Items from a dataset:
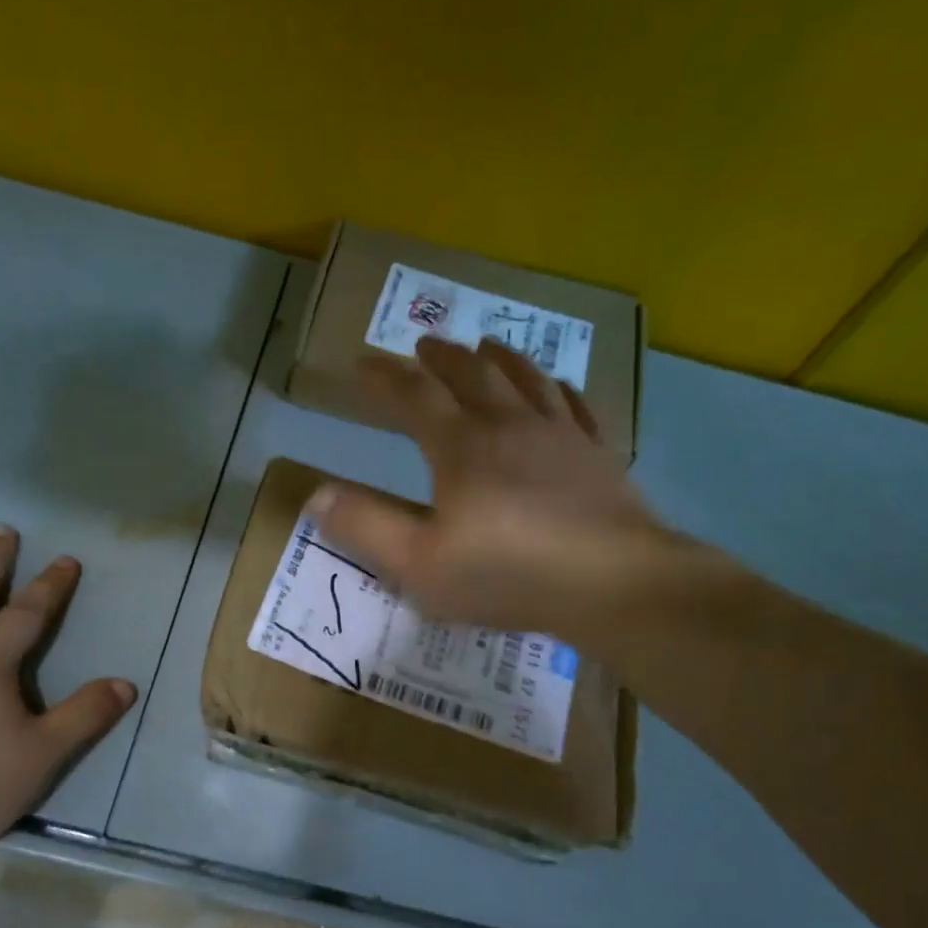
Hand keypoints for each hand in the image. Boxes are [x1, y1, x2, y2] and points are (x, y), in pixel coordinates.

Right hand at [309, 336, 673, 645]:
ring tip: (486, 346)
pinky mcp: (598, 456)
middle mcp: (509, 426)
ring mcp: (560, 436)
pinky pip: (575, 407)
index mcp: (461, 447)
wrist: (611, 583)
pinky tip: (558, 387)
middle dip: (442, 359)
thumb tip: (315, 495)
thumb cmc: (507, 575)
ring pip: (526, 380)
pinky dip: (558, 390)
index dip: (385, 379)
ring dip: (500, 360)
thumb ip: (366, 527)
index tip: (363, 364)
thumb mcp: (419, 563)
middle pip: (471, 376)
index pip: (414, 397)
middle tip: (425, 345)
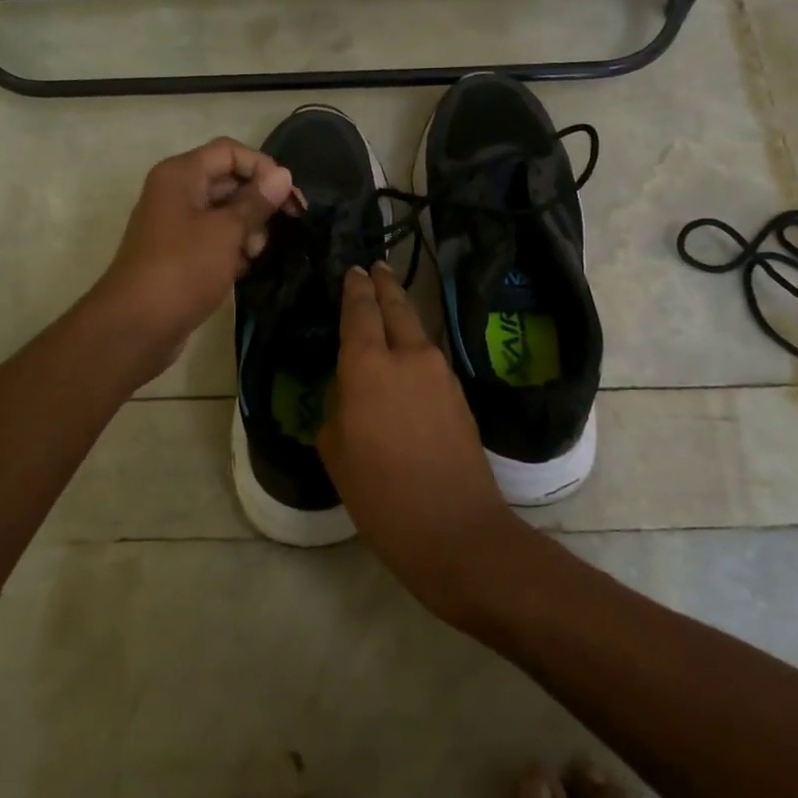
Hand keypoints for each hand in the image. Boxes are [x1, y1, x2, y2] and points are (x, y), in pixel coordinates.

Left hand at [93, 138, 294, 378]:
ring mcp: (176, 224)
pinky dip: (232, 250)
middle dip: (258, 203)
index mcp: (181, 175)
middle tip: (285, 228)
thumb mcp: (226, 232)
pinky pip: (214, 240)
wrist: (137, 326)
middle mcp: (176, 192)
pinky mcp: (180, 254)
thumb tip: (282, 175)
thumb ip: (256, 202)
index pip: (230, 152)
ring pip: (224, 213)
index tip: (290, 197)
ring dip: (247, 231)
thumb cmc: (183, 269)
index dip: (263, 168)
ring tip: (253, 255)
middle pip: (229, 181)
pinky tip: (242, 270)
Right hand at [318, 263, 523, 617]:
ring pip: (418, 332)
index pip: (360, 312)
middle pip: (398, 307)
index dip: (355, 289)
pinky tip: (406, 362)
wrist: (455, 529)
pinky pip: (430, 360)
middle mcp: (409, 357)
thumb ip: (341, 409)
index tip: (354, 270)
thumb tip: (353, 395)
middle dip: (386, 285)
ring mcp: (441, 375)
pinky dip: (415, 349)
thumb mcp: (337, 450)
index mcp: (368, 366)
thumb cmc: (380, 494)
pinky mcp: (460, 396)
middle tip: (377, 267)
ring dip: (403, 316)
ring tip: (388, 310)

* _TO DO_: The entries above are to be copied exactly, with every picture left out.

* _ANSWER SECTION_:
Hand keypoints for each hand in the image. Boxes are [x1, y1, x2, y2] and points are (x, y), in pixel coordinates.

Right hand at [309, 336, 673, 645]:
ring tip: (486, 346)
pinky mcp: (598, 456)
middle mcp: (509, 426)
ring mcp: (560, 436)
pinky pip: (575, 407)
index mcp: (461, 447)
wrist: (611, 583)
pinky tip: (558, 387)
middle dip: (442, 359)
thumb tip: (315, 495)
thumb cmc: (507, 575)
ring pip: (526, 380)
pinky dip: (558, 390)
index dip: (385, 379)
ring dip: (500, 360)
thumb ip: (366, 527)
index tip: (363, 364)
thumb mcp: (419, 563)
middle pip: (471, 376)
index pip: (414, 397)
middle tip: (425, 345)
Hand keypoints for each hand in the image. Boxes are [x1, y1, x2, y2] and points are (x, y), in pixel coordinates.

Left hand at [93, 138, 294, 378]:
ring mcp: (176, 224)
pinky dip: (232, 250)
middle dip: (258, 203)
index mcp: (181, 175)
middle tip: (285, 228)
thumb mcp: (226, 232)
pinky pip: (214, 240)
wrist: (137, 326)
middle mcp: (176, 192)
pinky mcp: (180, 254)
thumb tip: (282, 175)
thumb ip: (256, 202)
index pip: (230, 152)
ring pip: (224, 213)
index tip: (290, 197)
ring dip: (247, 231)
thumb cmc: (183, 269)
index dip: (263, 168)
ring tip: (253, 255)
middle pip: (229, 181)
pinky tip: (242, 270)
Right hand at [318, 263, 523, 617]:
ring pip: (418, 332)
index pip: (360, 312)
middle pip: (398, 307)
index dip: (355, 289)
pinky tip: (406, 362)
wrist: (455, 529)
pinky pip: (430, 360)
middle mcp: (409, 357)
thumb ip: (341, 409)
index tip: (354, 270)
thumb tip: (353, 395)
middle dip: (386, 285)
ring mcp: (441, 375)
pinky dip: (415, 349)
thumb mcp: (337, 450)
index mcp: (368, 366)
thumb cmc: (380, 494)
pinky mcp: (460, 396)
middle tip: (377, 267)
ring dip: (403, 316)
ring tip: (388, 310)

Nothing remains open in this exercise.